■ Stored data entries
--*--

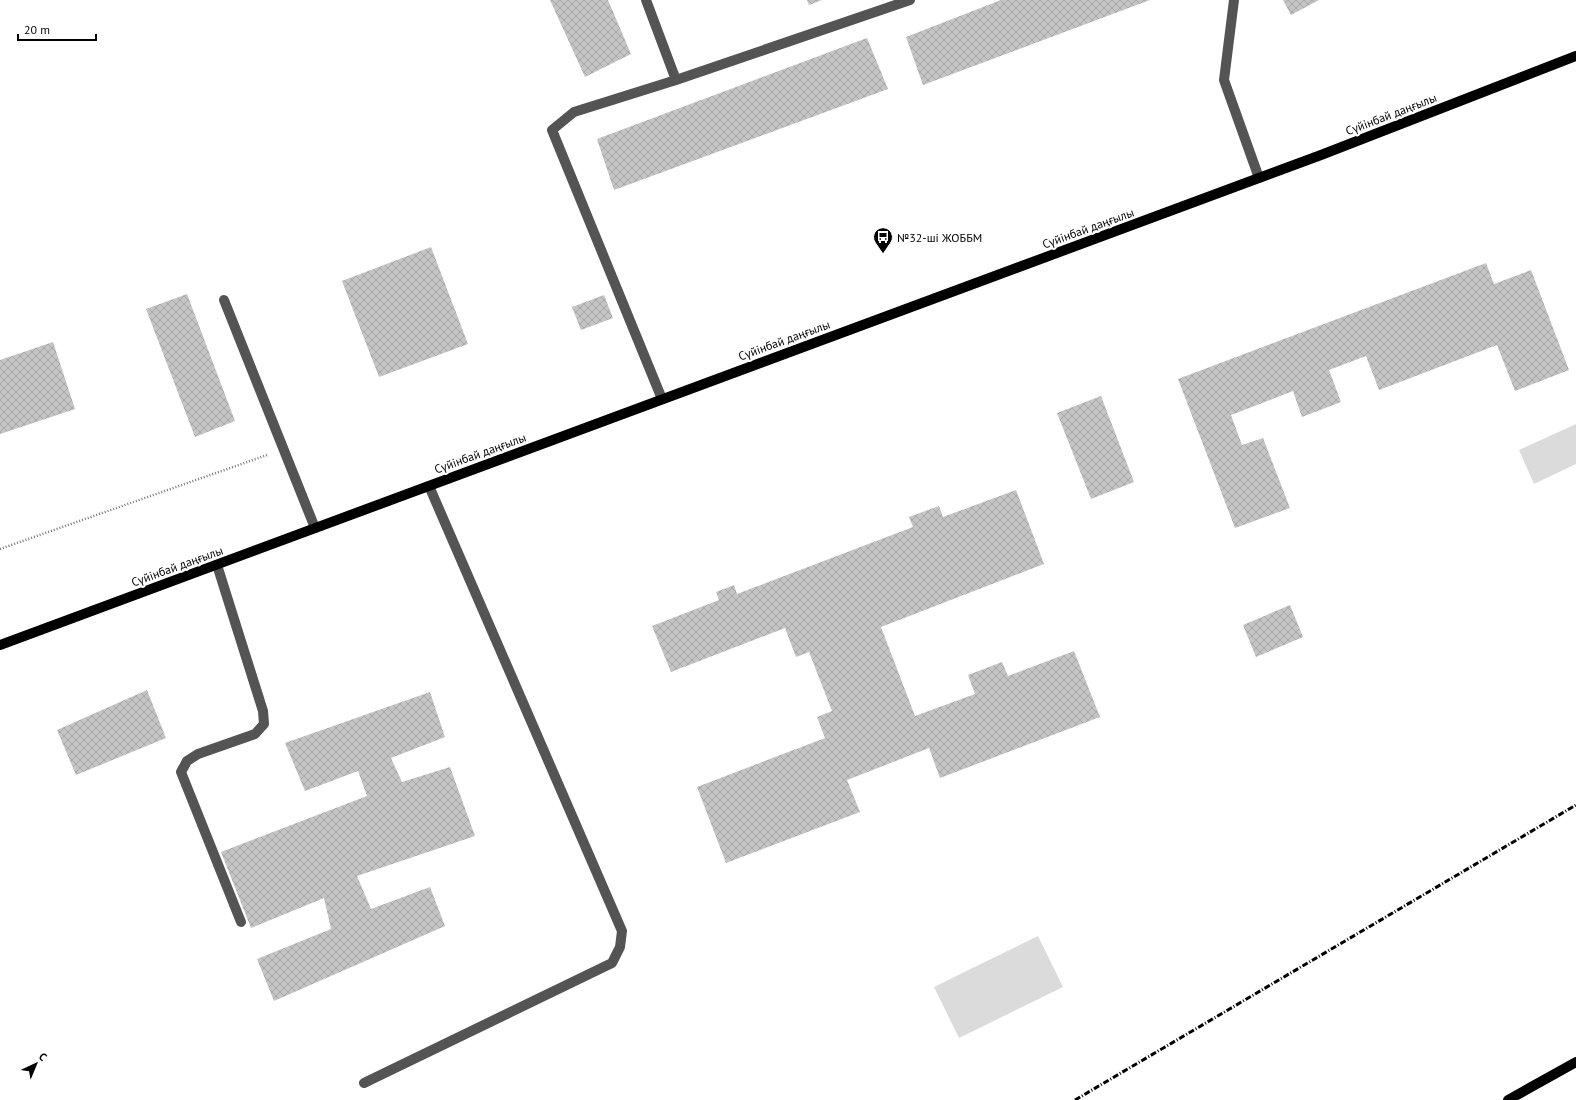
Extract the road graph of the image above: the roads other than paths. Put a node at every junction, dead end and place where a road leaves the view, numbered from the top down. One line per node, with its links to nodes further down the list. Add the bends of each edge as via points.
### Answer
1 (646, 0): 5 (lane)
2 (910, 0): 5 (lane)
3 (1234, 0): 6 (lane, via 1224,80)
4 (1576, 56): 6 (main road, Сүйінбай даңғылы)
5 (676, 80): 8 (lane, via 574,112 552,130)
6 (1259, 178): 8 (main road, Сүйінбай даңғылы)
7 (224, 300): 10 (lane)
8 (662, 399): 9 (main road, Сүйінбай даңғылы)
9 (429, 486): 10 (main road, Сүйінбай даңғылы); 15 (lane, via 622,930 620,947 612,962)
10 (315, 528): 11 (main road, Сүйінбай даңғылы)
11 (217, 565): 12 (main road, Сүйінбай даңғылы); 13 (lane, via 263,710 264,724 255,734 198,754 186,761 181,772)
12 (0, 646)
13 (241, 922)
14 (1576, 1062): 16 (main road)
15 (364, 1082)
16 (1514, 1099)

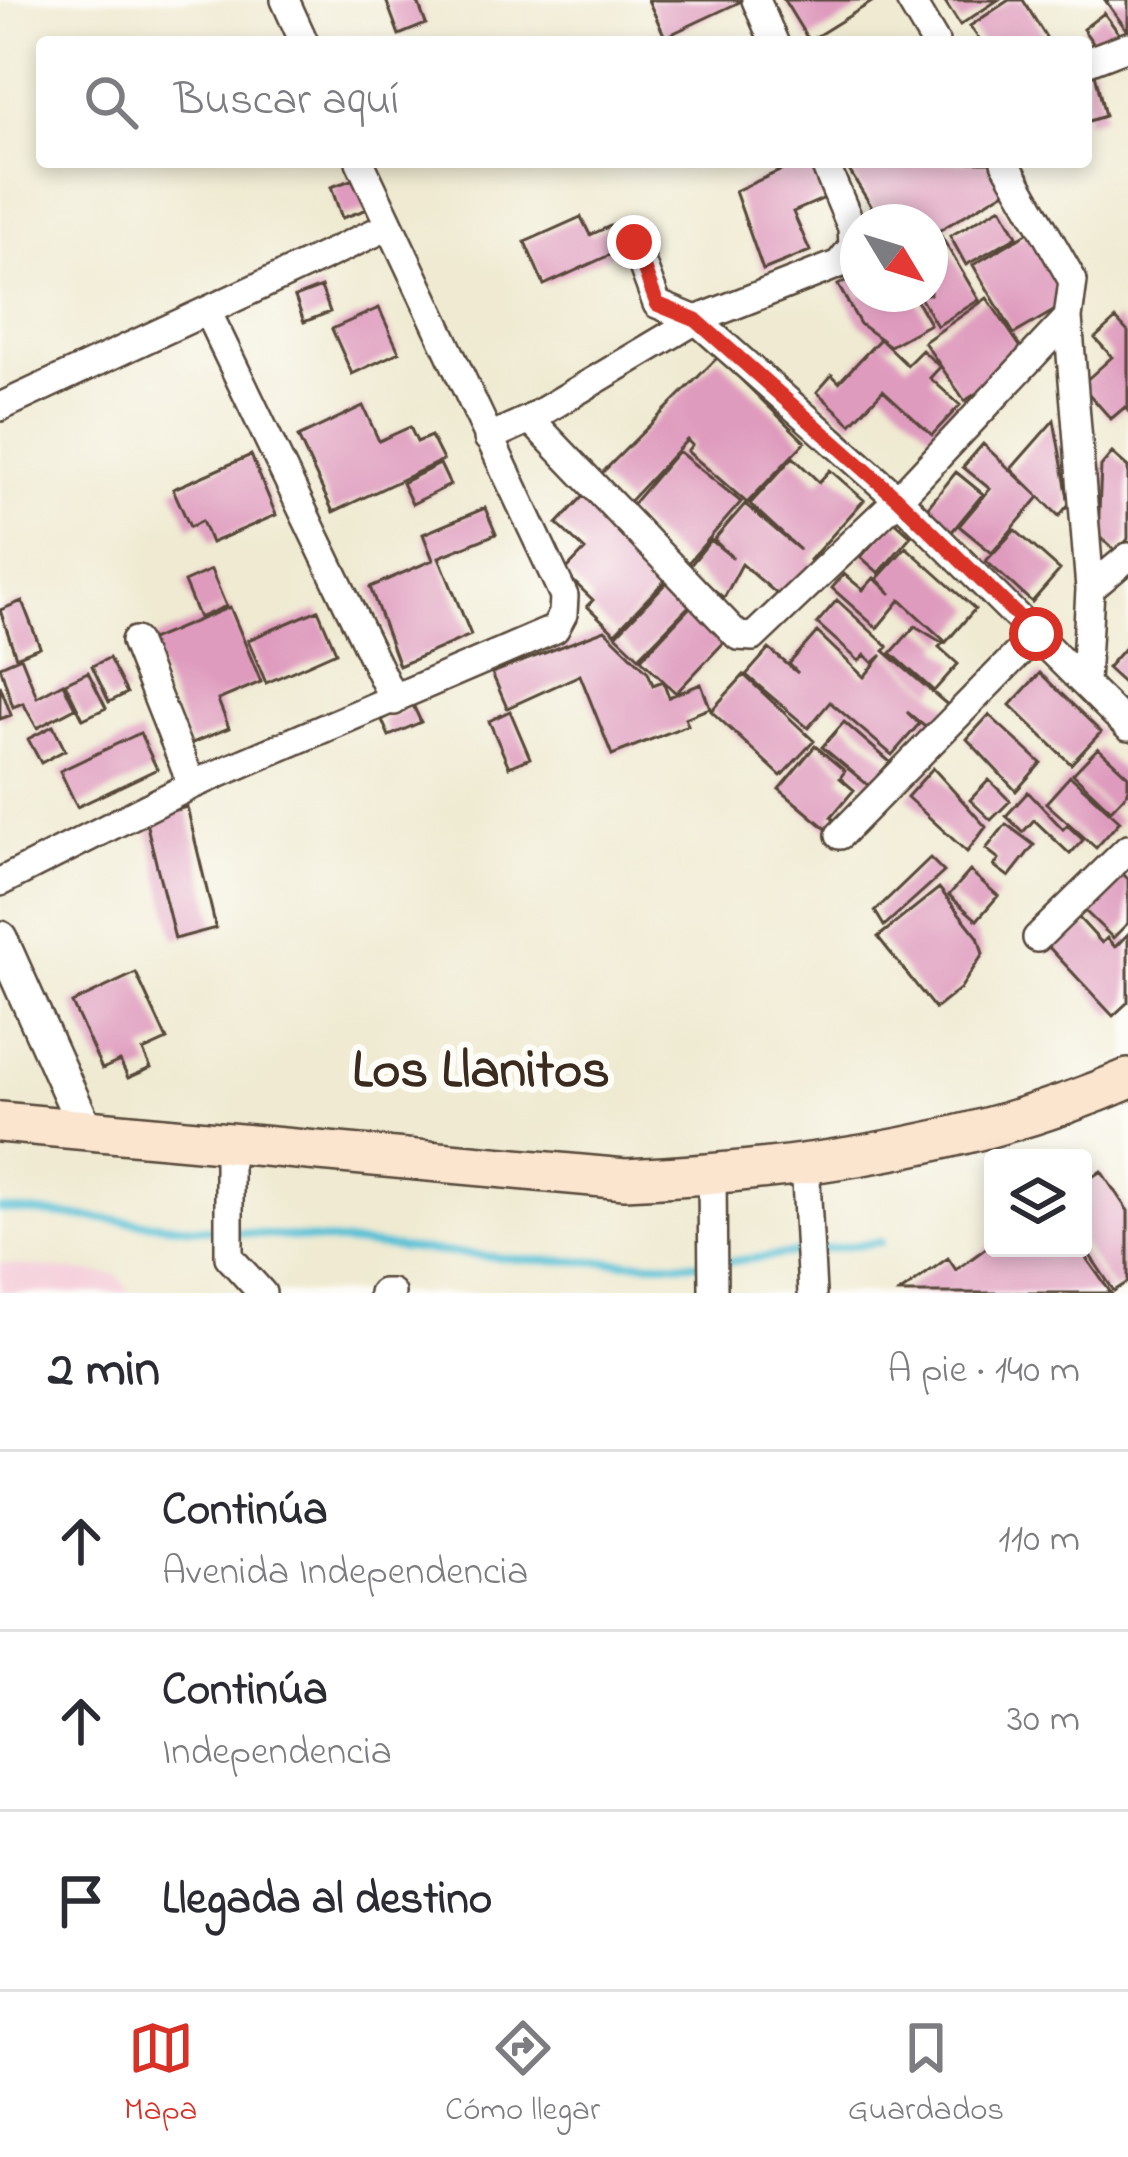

--*--

Could the data above be returned in full, exactly, with every image left out?

Extract the road graph of the image above: the roads other than paths. Put a node at every junction, dead end and place where a road leaves the view, numbered from the top down. One line per node, with its links to nodes further down the list. Add the bends of each edge as via points.
### Answer
1 (646, 0): 5 (lane)
2 (910, 0): 5 (lane)
3 (1234, 0): 6 (lane, via 1224,80)
4 (1576, 56): 6 (main road, Сүйінбай даңғылы)
5 (676, 80): 8 (lane, via 574,112 552,130)
6 (1259, 178): 8 (main road, Сүйінбай даңғылы)
7 (224, 300): 10 (lane)
8 (662, 399): 9 (main road, Сүйінбай даңғылы)
9 (429, 486): 10 (main road, Сүйінбай даңғылы); 15 (lane, via 622,930 620,947 612,962)
10 (315, 528): 11 (main road, Сүйінбай даңғылы)
11 (217, 565): 12 (main road, Сүйінбай даңғылы); 13 (lane, via 263,710 264,724 255,734 198,754 186,761 181,772)
12 (0, 646)
13 (241, 922)
14 (1576, 1062): 16 (main road)
15 (364, 1082)
16 (1514, 1099)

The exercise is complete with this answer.